• **TASK STATEMENT**
Throughout the records below, find each line holding "that" and copy it.

Stored entries:

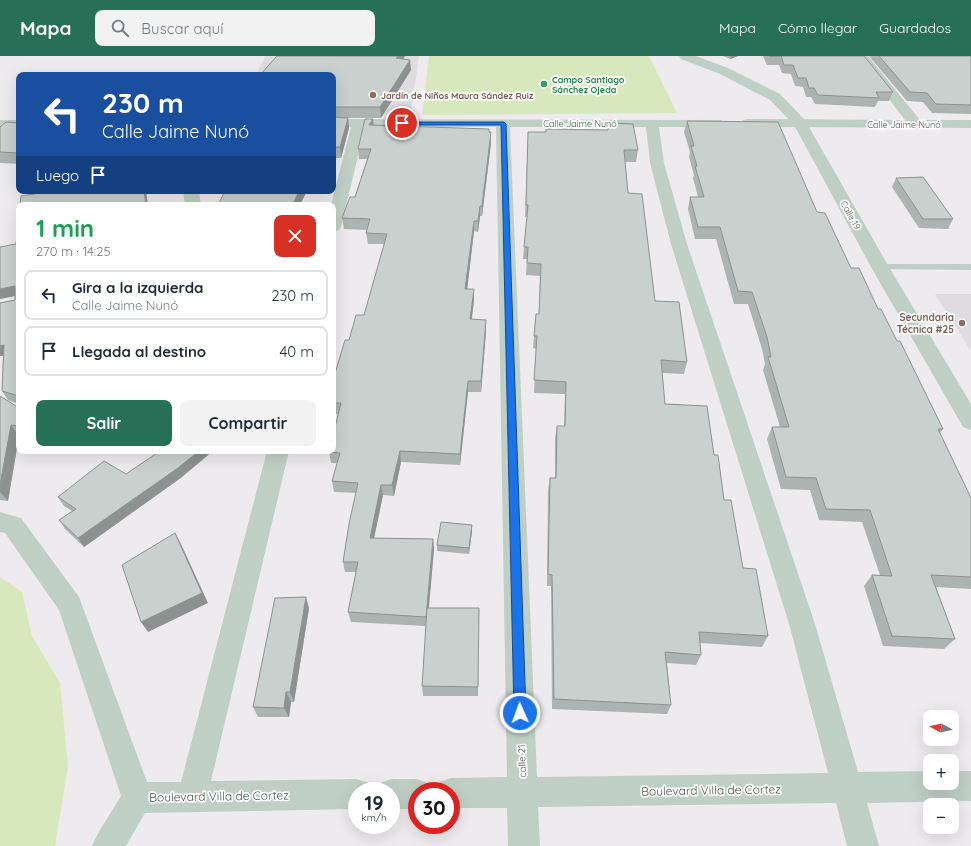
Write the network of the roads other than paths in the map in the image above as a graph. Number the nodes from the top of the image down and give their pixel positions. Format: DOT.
graph roads {
  1 [pos="685,56"];
  2 [pos="862,56"];
  3 [pos="336,123"];
  4 [pos="359,123"];
  5 [pos="652,123"];
  6 [pos="0,124"];
  7 [pos="16,124"];
  8 [pos="504,124"];
  9 [pos="800,124"];
  10 [pos="916,124"];
  11 [pos="971,124"];
  12 [pos="336,215"];
  13 [pos="880,267"];
  14 [pos="971,267"];
  15 [pos="971,422"];
  16 [pos="277,454"];
  17 [pos="0,522"];
  18 [pos="971,786"];
  19 [pos="848,788"];
  20 [pos="523,792"];
  21 [pos="460,793"];
  22 [pos="348,794"];
  23 [pos="192,797"];
  24 [pos="137,798"];
  25 [pos="108,846"];
  26 [pos="524,846"];
  27 [pos="863,846"];
  1 -- 9 [label="street, Calle 19"];
  2 -- 10 [label="street"];
  3 -- 4 [label="street, Calle Jaime Nunó"];
  4 -- 8 [label="street, Calle Jaime Nunó"];
  4 -- 12 [label="street"];
  5 -- 8 [label="street, Calle Jaime Nunó"];
  5 -- 9 [label="street, Calle Jaime Nunó"];
  5 -- 19 [label="street"];
  6 -- 7 [label="street"];
  8 -- 20 [label="street, calle 21"];
  9 -- 10 [label="street, Calle Jaime Nunó"];
  9 -- 13 [label="street, Calle 19"];
  10 -- 11 [label="street, Calle Jaime Nunó"];
  13 -- 14 [label="lane"];
  13 -- 15 [label="street, Calle 19"];
  16 -- 23 [label="street"];
  17 -- 24 [label="street"];
  18 -- 19 [label="street, Boulevard Villa de Cortez"];
  19 -- 20 [label="street, Boulevard Villa de Cortez"];
  19 -- 27 [label="street"];
  20 -- 21 [label="street, Boulevard Villa de Cortez"];
  20 -- 26 [label="street, calle 21"];
  22 -- 23 [label="street, Boulevard Villa de Cortez"];
  23 -- 24 [label="street, Boulevard Villa de Cortez"];
  24 -- 25 [label="street, Boulevard Villa de Cortez"];
}
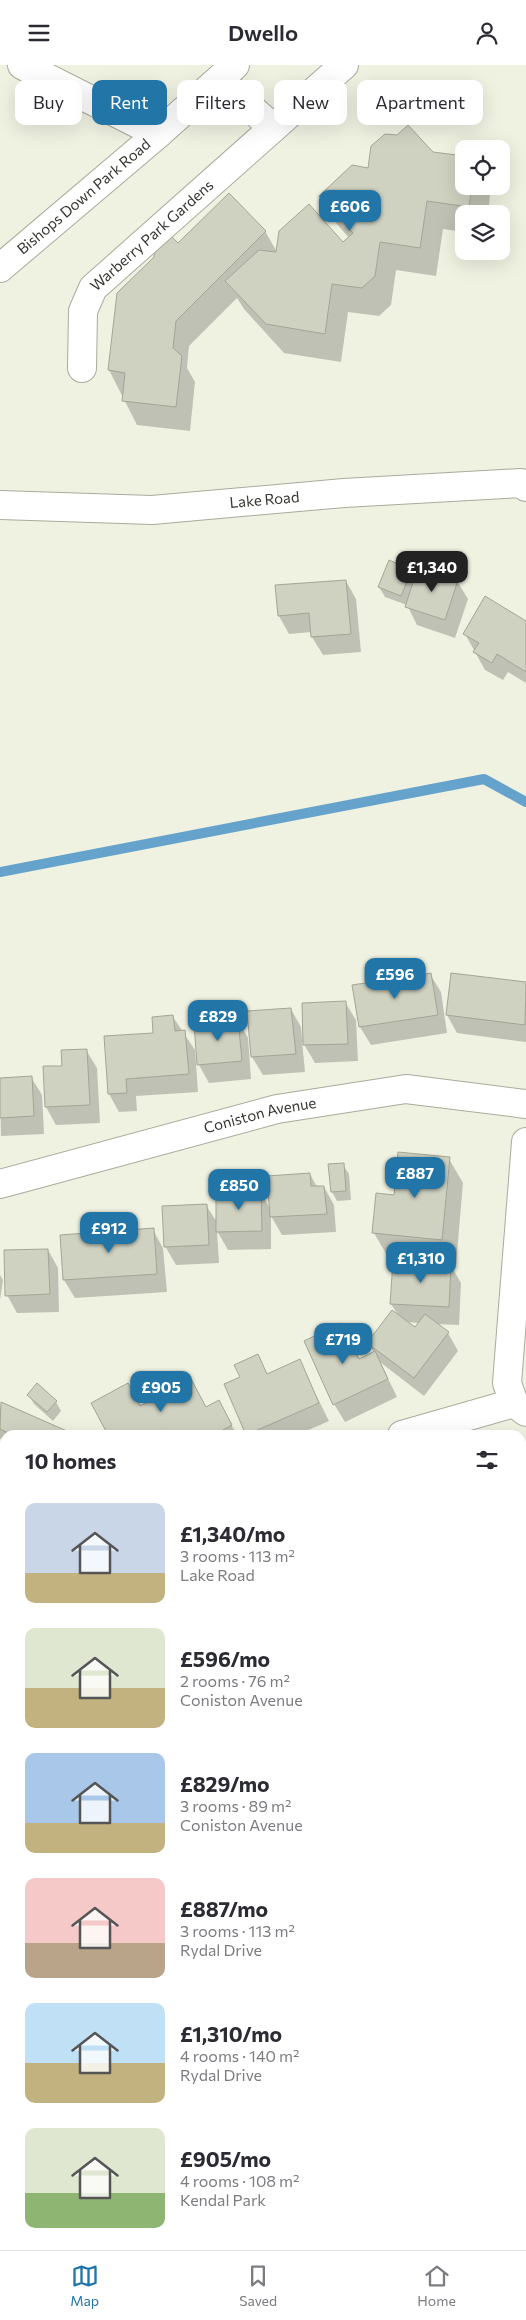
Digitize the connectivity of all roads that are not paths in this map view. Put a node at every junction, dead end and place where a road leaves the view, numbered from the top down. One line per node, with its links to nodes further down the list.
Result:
1 (22, 65): 5 (street)
2 (344, 65): 4 (street, Warberry Park Gardens)
3 (227, 72): 4 (street); 5 (street, Bishops Down Park Road)
4 (273, 128): 7 (street, Warberry Park Gardens)
5 (158, 134): 6 (street, Bishops Down Park Road)
6 (0, 268)
7 (82, 368)
8 (526, 487): 9 (street, Lake Road)
9 (0, 505)
10 (526, 1104): 12 (street, Coniston Avenue)
11 (526, 1142): 13 (street)
12 (0, 1183)
13 (520, 1408): 14 (street)
14 (424, 1430)

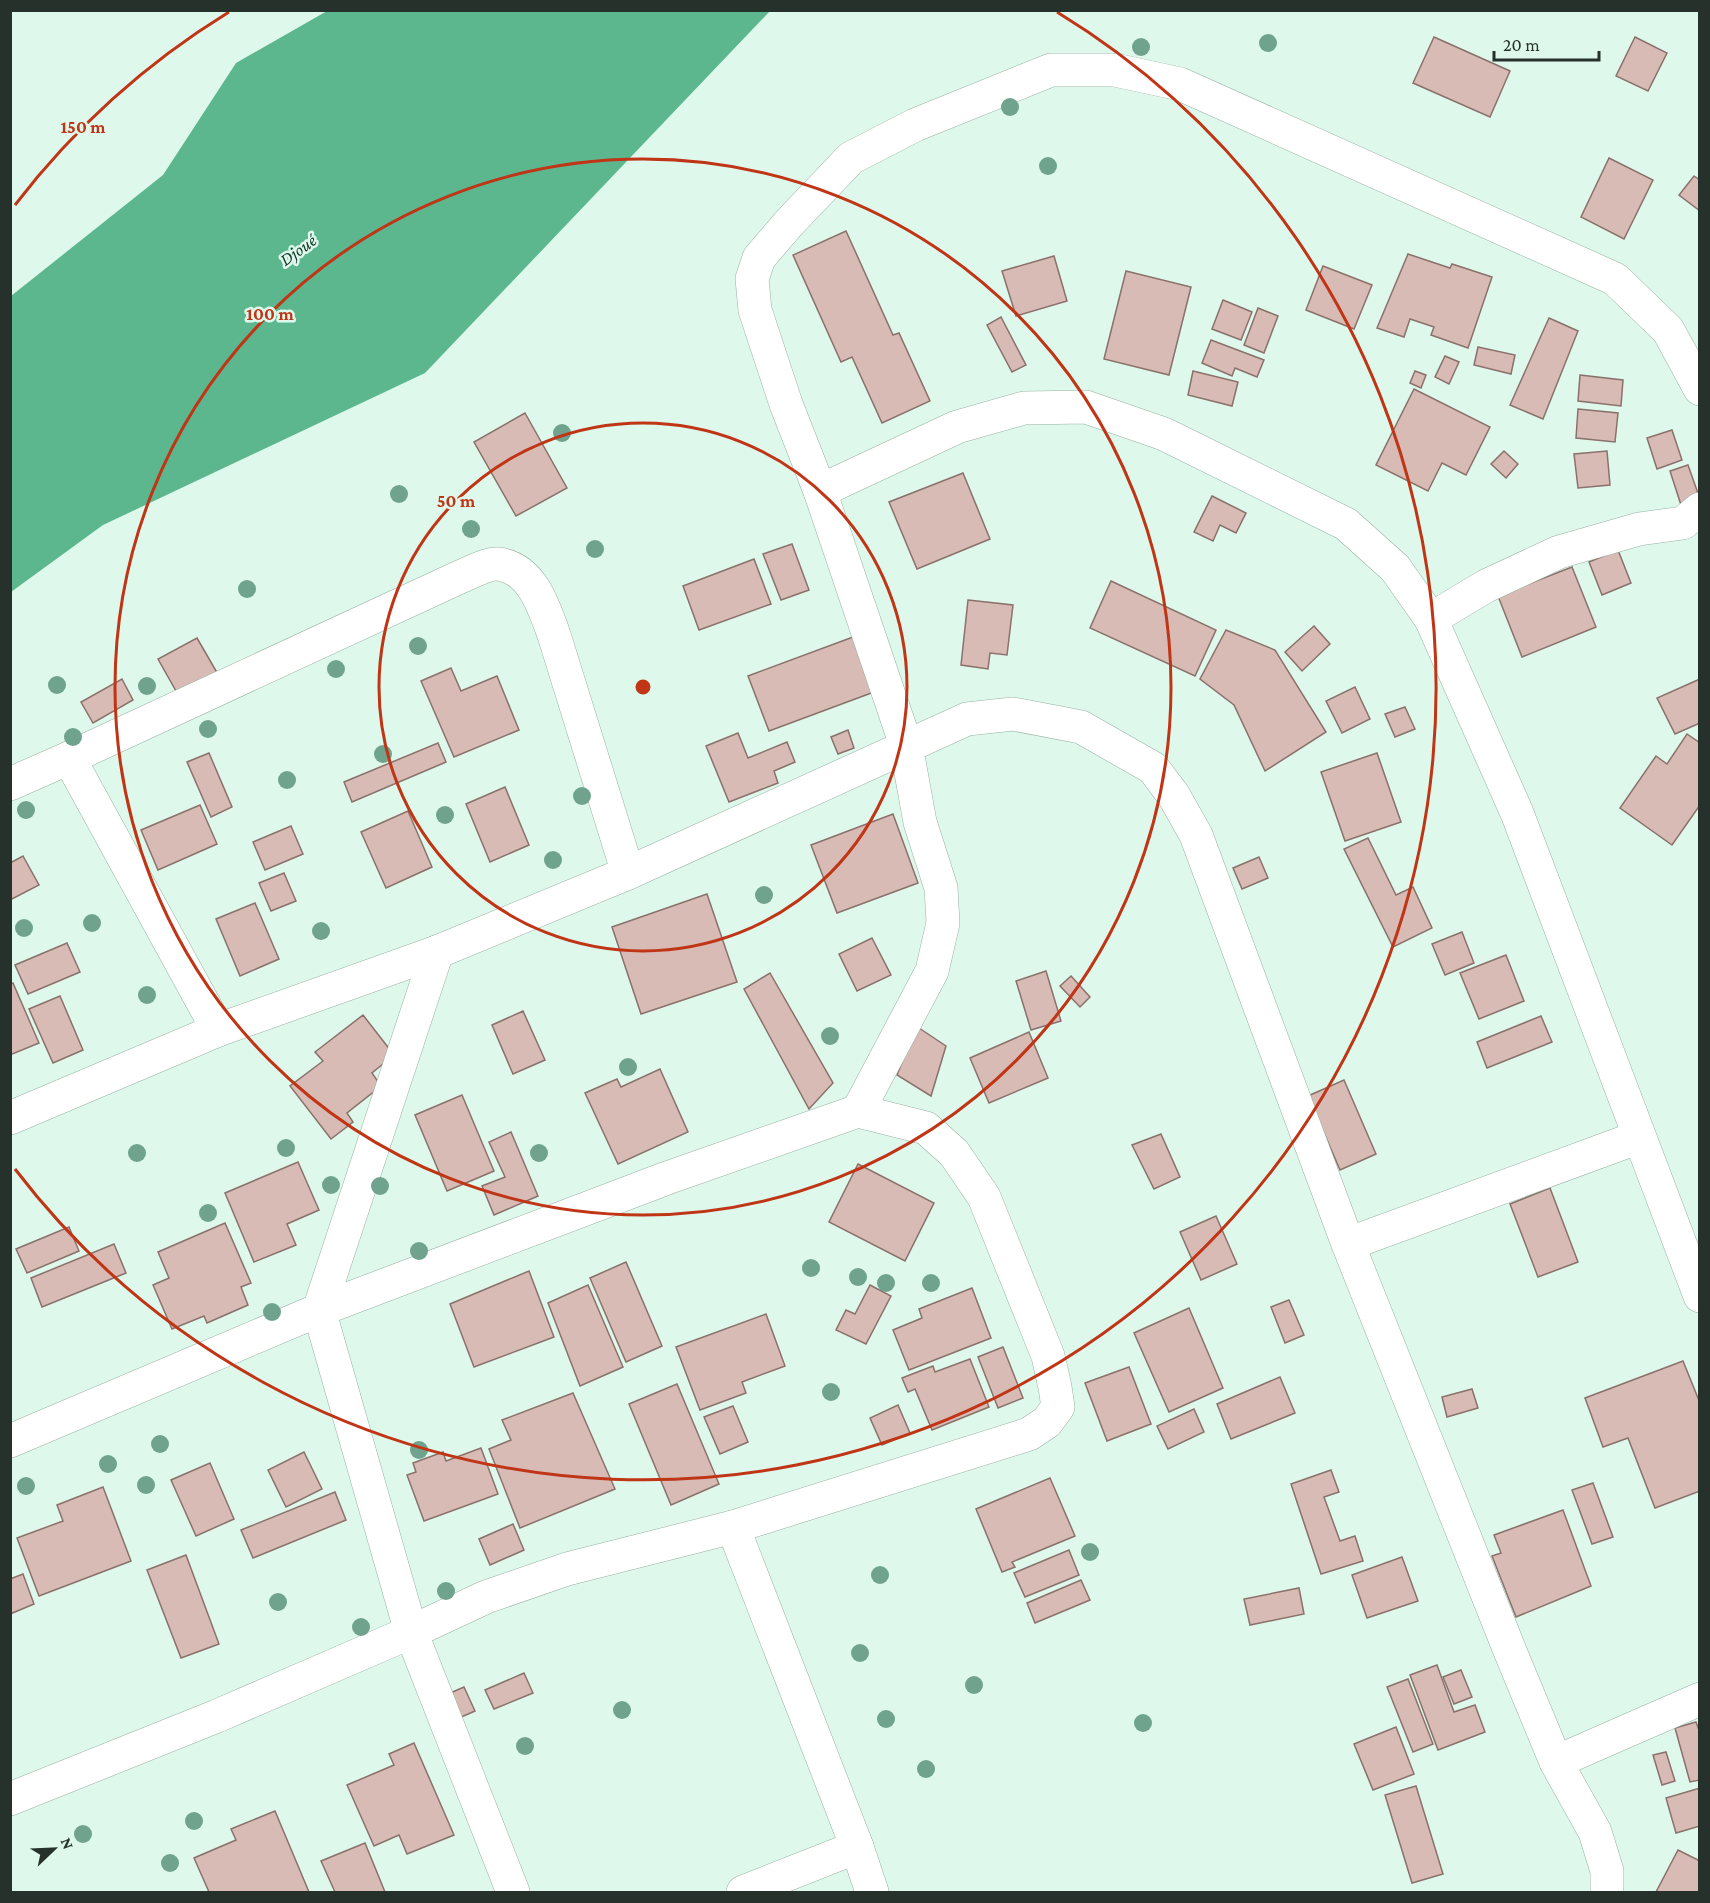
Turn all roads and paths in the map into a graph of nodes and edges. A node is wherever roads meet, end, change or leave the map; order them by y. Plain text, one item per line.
1 (1700, 389) edge
2 (820, 491) junction
3 (1700, 509) edge
4 (1431, 619) junction
5 (906, 745) junction
6 (69, 758) junction
7 (10, 784) edge
8 (628, 873) junction
9 (437, 952) junction
10 (218, 1030) junction
11 (858, 1111) junction
12 (10, 1118) edge
13 (1639, 1137) junction
14 (1348, 1244) junction
15 (1700, 1296) edge
16 (319, 1310) junction
17 (10, 1441) edge
18 (733, 1527) junction
19 (411, 1632) junction
20 (1700, 1699) edge
21 (1556, 1762) junction
22 (10, 1799) edge
23 (857, 1847) junction
24 (513, 1893) edge
25 (743, 1893) edge
26 (872, 1893) edge
27 (1607, 1893) edge

1 - 2 street
2 - 4 street
2 - 5 street
3 - 4 street
4 - 13 street
5 - 8 street
5 - 11 street
5 - 14 street
6 - 7 street
6 - 8 street
6 - 10 street
8 - 9 street
9 - 10 street
9 - 16 street
10 - 12 street
11 - 16 street
11 - 18 street
13 - 14 street
13 - 15 street
14 - 21 street
16 - 17 street
16 - 19 street
18 - 19 street
18 - 23 street
19 - 22 street
19 - 24 street
20 - 21 street
21 - 27 street
23 - 25 street
23 - 26 street

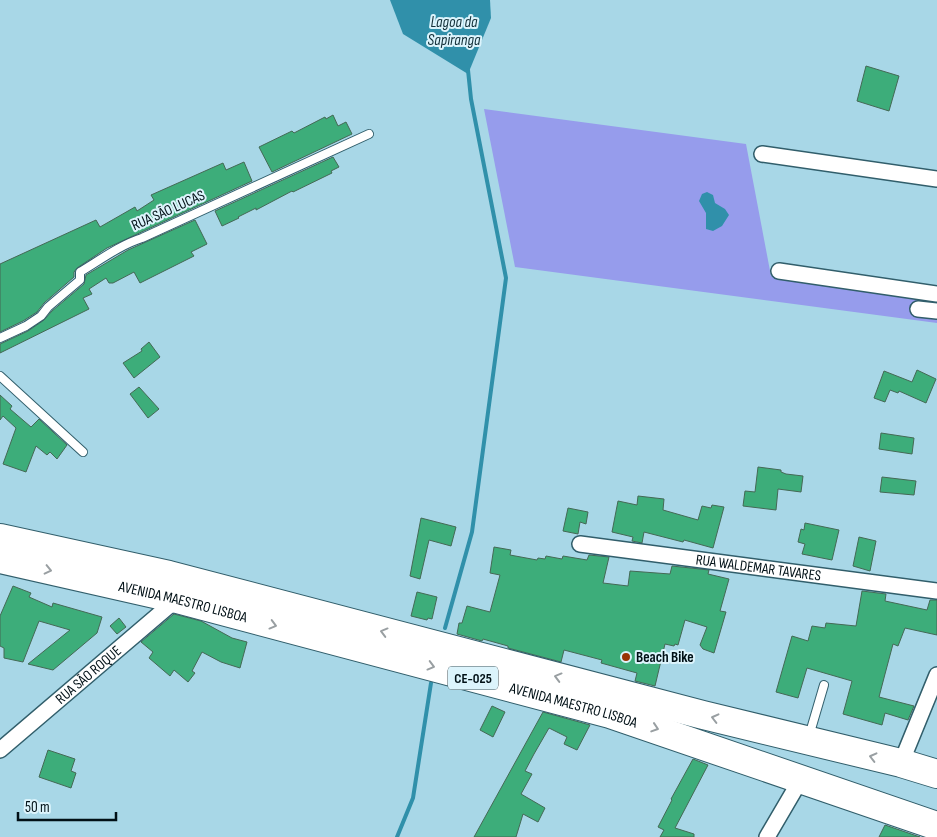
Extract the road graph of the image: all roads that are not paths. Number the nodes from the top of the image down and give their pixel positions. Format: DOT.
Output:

• **TASK ANSWER**
Digitize the connectivity of all roads that are not paths in this map view. Put a node at every junction, dead end and place where a road leaves the view, numbered from the top down. One line per node, with its links to nodes further down the list.
Extract the road graph of the image: all roads that are not paths. Number the nodes from the top of the image down and give their pixel positions. Format: DOT.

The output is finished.